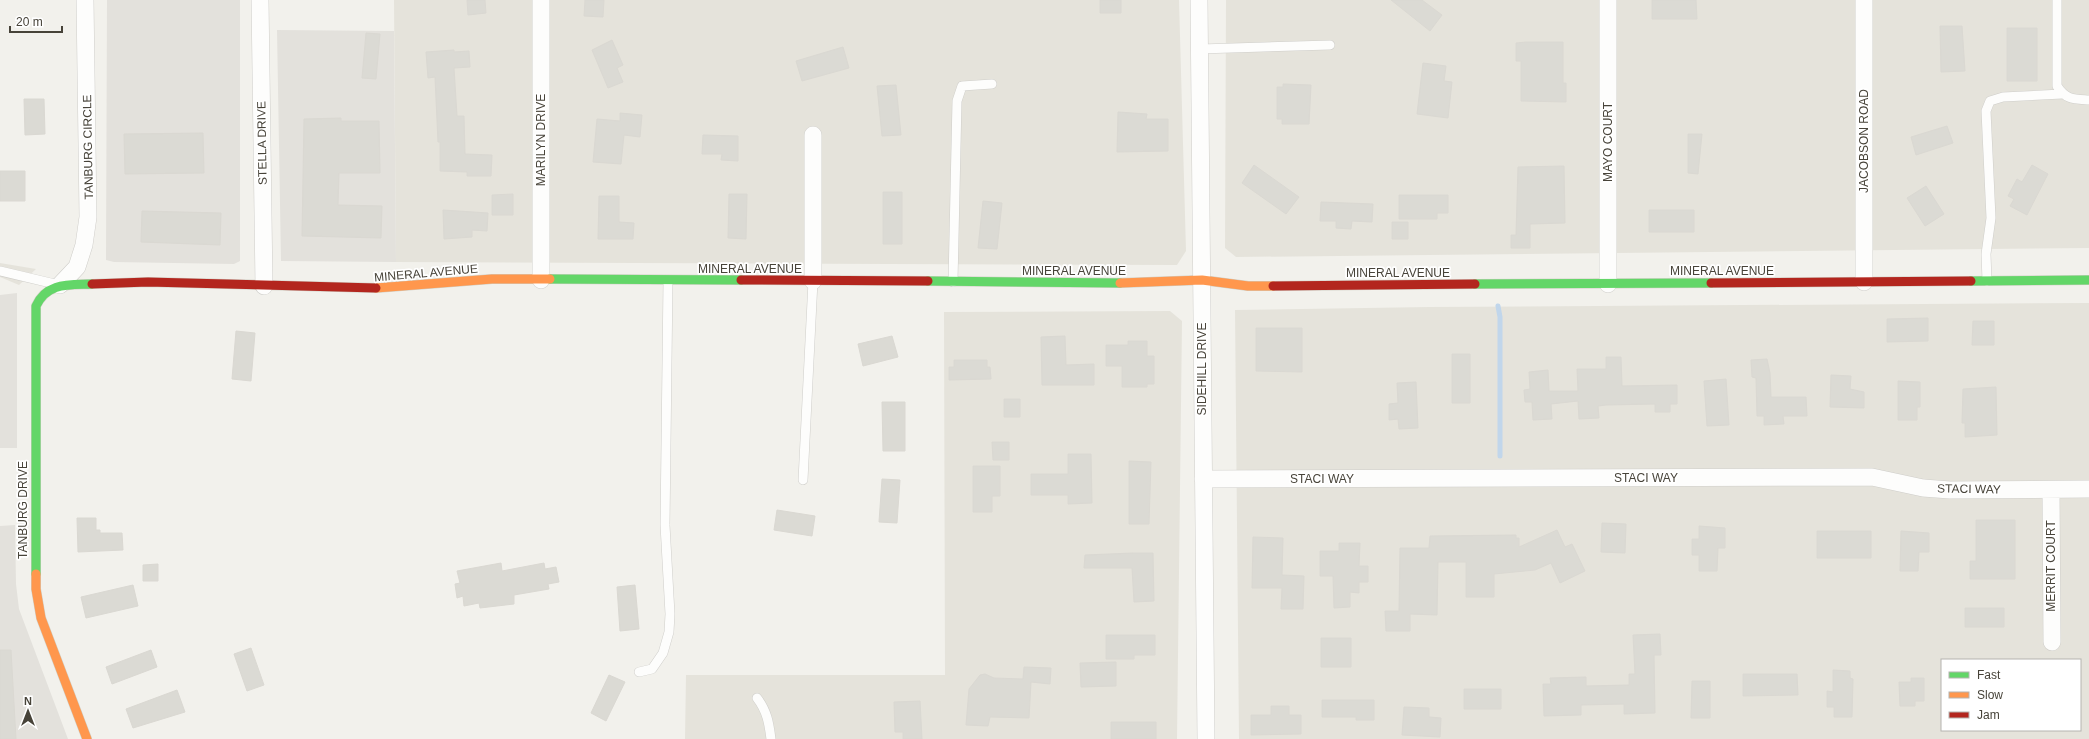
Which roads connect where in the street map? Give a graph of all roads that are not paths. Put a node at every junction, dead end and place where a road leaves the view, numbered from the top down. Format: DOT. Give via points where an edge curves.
graph roads {
  1 [pos="84,0"];
  2 [pos="260,0"];
  3 [pos="540,0"];
  4 [pos="1199,0"];
  5 [pos="1608,0"];
  6 [pos="1864,0"];
  7 [pos="2057,0"];
  8 [pos="1330,45"];
  9 [pos="1200,49"];
  10 [pos="992,84"];
  11 [pos="2062,94"];
  12 [pos="2089,100"];
  13 [pos="813,135"];
  14 [pos="0,270"];
  15 [pos="542,280"];
  16 [pos="1202,280"];
  17 [pos="2089,280"];
  18 [pos="668,281"];
  19 [pos="813,281"];
  20 [pos="1987,281"];
  21 [pos="953,282"];
  22 [pos="1864,282"];
  23 [pos="1608,284"];
  24 [pos="60,285"];
  25 [pos="264,286"];
  26 [pos="1203,479"];
  27 [pos="803,480"];
  28 [pos="2089,489"];
  29 [pos="2051,490"];
  30 [pos="2052,642"];
  31 [pos="639,672"];
  32 [pos="757,698"];
  33 [pos="87,739"];
  34 [pos="771,739"];
  35 [pos="1206,739"];
  1 -- 24 [label="street, TANBURG CIRCLE" via="88,217 84,245 77,267"];
  2 -- 25 [label="street, STELLA DRIVE"];
  3 -- 15 [label="street, MARILYN DRIVE"];
  4 -- 9 [label="street, SIDEHILL DRIVE"];
  5 -- 23 [label="street, MAYO COURT"];
  6 -- 22 [label="street, JACOBSON ROAD"];
  7 -- 11 [label="lane" via="2056,73 2057,86"];
  8 -- 9 [label="lane"];
  9 -- 16 [label="street, SIDEHILL DRIVE"];
  10 -- 21 [label="lane" via="962,86 957,102"];
  11 -- 12 [label="lane" via="2071,99"];
  11 -- 20 [label="lane" via="2003,97 1990,102 1986,111 1991,218 1986,254"];
  13 -- 19 [label="street"];
  14 -- 24 [label="lane"];
  15 -- 18 [label="street, MINERAL AVENUE"];
  15 -- 25 [label="street, MINERAL AVENUE" via="484,280 366,289"];
  16 -- 21 [label="street, MINERAL AVENUE" via="1096,284"];
  16 -- 23 [label="street, MINERAL AVENUE" via="1248,286"];
  16 -- 26 [label="street, SIDEHILL DRIVE"];
  17 -- 20 [label="street, MINERAL AVENUE"];
  18 -- 19 [label="street, MINERAL AVENUE"];
  18 -- 31 [label="lane" via="666,525 670,632 663,653 652,669"];
  19 -- 21 [label="street, MINERAL AVENUE"];
  19 -- 27 [label="lane"];
  20 -- 22 [label="street, MINERAL AVENUE"];
  22 -- 23 [label="street, MINERAL AVENUE"];
  24 -- 25 [label="street, MINERAL AVENUE" via="148,282"];
  24 -- 33 [label="street, TANBURG DRIVE" via="50,288 40,297 36,306 36,590 41,618"];
  26 -- 29 [label="street, STACI WAY" via="1872,477 1923,488 1950,490"];
  26 -- 35 [label="street, SIDEHILL DRIVE"];
  28 -- 29 [label="street, STACI WAY"];
  29 -- 30 [label="street, MERRIT COURT"];
  32 -- 34 [label="lane" via="764,707"];
}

========================

§ **Required action**
Everything in the records except the pictures should be retyped exactly.

§ **Result**
Which roads connect where in the street map? Give a graph of all roads that are not paths. Put a node at every junction, dead end and place where a road leaves the view, numbered from the top down. Format: DOT. Give via points where an edge curves.
graph roads {
  1 [pos="84,0"];
  2 [pos="260,0"];
  3 [pos="540,0"];
  4 [pos="1199,0"];
  5 [pos="1608,0"];
  6 [pos="1864,0"];
  7 [pos="2057,0"];
  8 [pos="1330,45"];
  9 [pos="1200,49"];
  10 [pos="992,84"];
  11 [pos="2062,94"];
  12 [pos="2089,100"];
  13 [pos="813,135"];
  14 [pos="0,270"];
  15 [pos="542,280"];
  16 [pos="1202,280"];
  17 [pos="2089,280"];
  18 [pos="668,281"];
  19 [pos="813,281"];
  20 [pos="1987,281"];
  21 [pos="953,282"];
  22 [pos="1864,282"];
  23 [pos="1608,284"];
  24 [pos="60,285"];
  25 [pos="264,286"];
  26 [pos="1203,479"];
  27 [pos="803,480"];
  28 [pos="2089,489"];
  29 [pos="2051,490"];
  30 [pos="2052,642"];
  31 [pos="639,672"];
  32 [pos="757,698"];
  33 [pos="87,739"];
  34 [pos="771,739"];
  35 [pos="1206,739"];
  1 -- 24 [label="street, TANBURG CIRCLE" via="88,217 84,245 77,267"];
  2 -- 25 [label="street, STELLA DRIVE"];
  3 -- 15 [label="street, MARILYN DRIVE"];
  4 -- 9 [label="street, SIDEHILL DRIVE"];
  5 -- 23 [label="street, MAYO COURT"];
  6 -- 22 [label="street, JACOBSON ROAD"];
  7 -- 11 [label="lane" via="2056,73 2057,86"];
  8 -- 9 [label="lane"];
  9 -- 16 [label="street, SIDEHILL DRIVE"];
  10 -- 21 [label="lane" via="962,86 957,102"];
  11 -- 12 [label="lane" via="2071,99"];
  11 -- 20 [label="lane" via="2003,97 1990,102 1986,111 1991,218 1986,254"];
  13 -- 19 [label="street"];
  14 -- 24 [label="lane"];
  15 -- 18 [label="street, MINERAL AVENUE"];
  15 -- 25 [label="street, MINERAL AVENUE" via="484,280 366,289"];
  16 -- 21 [label="street, MINERAL AVENUE" via="1096,284"];
  16 -- 23 [label="street, MINERAL AVENUE" via="1248,286"];
  16 -- 26 [label="street, SIDEHILL DRIVE"];
  17 -- 20 [label="street, MINERAL AVENUE"];
  18 -- 19 [label="street, MINERAL AVENUE"];
  18 -- 31 [label="lane" via="666,525 670,632 663,653 652,669"];
  19 -- 21 [label="street, MINERAL AVENUE"];
  19 -- 27 [label="lane"];
  20 -- 22 [label="street, MINERAL AVENUE"];
  22 -- 23 [label="street, MINERAL AVENUE"];
  24 -- 25 [label="street, MINERAL AVENUE" via="148,282"];
  24 -- 33 [label="street, TANBURG DRIVE" via="50,288 40,297 36,306 36,590 41,618"];
  26 -- 29 [label="street, STACI WAY" via="1872,477 1923,488 1950,490"];
  26 -- 35 [label="street, SIDEHILL DRIVE"];
  28 -- 29 [label="street, STACI WAY"];
  29 -- 30 [label="street, MERRIT COURT"];
  32 -- 34 [label="lane" via="764,707"];
}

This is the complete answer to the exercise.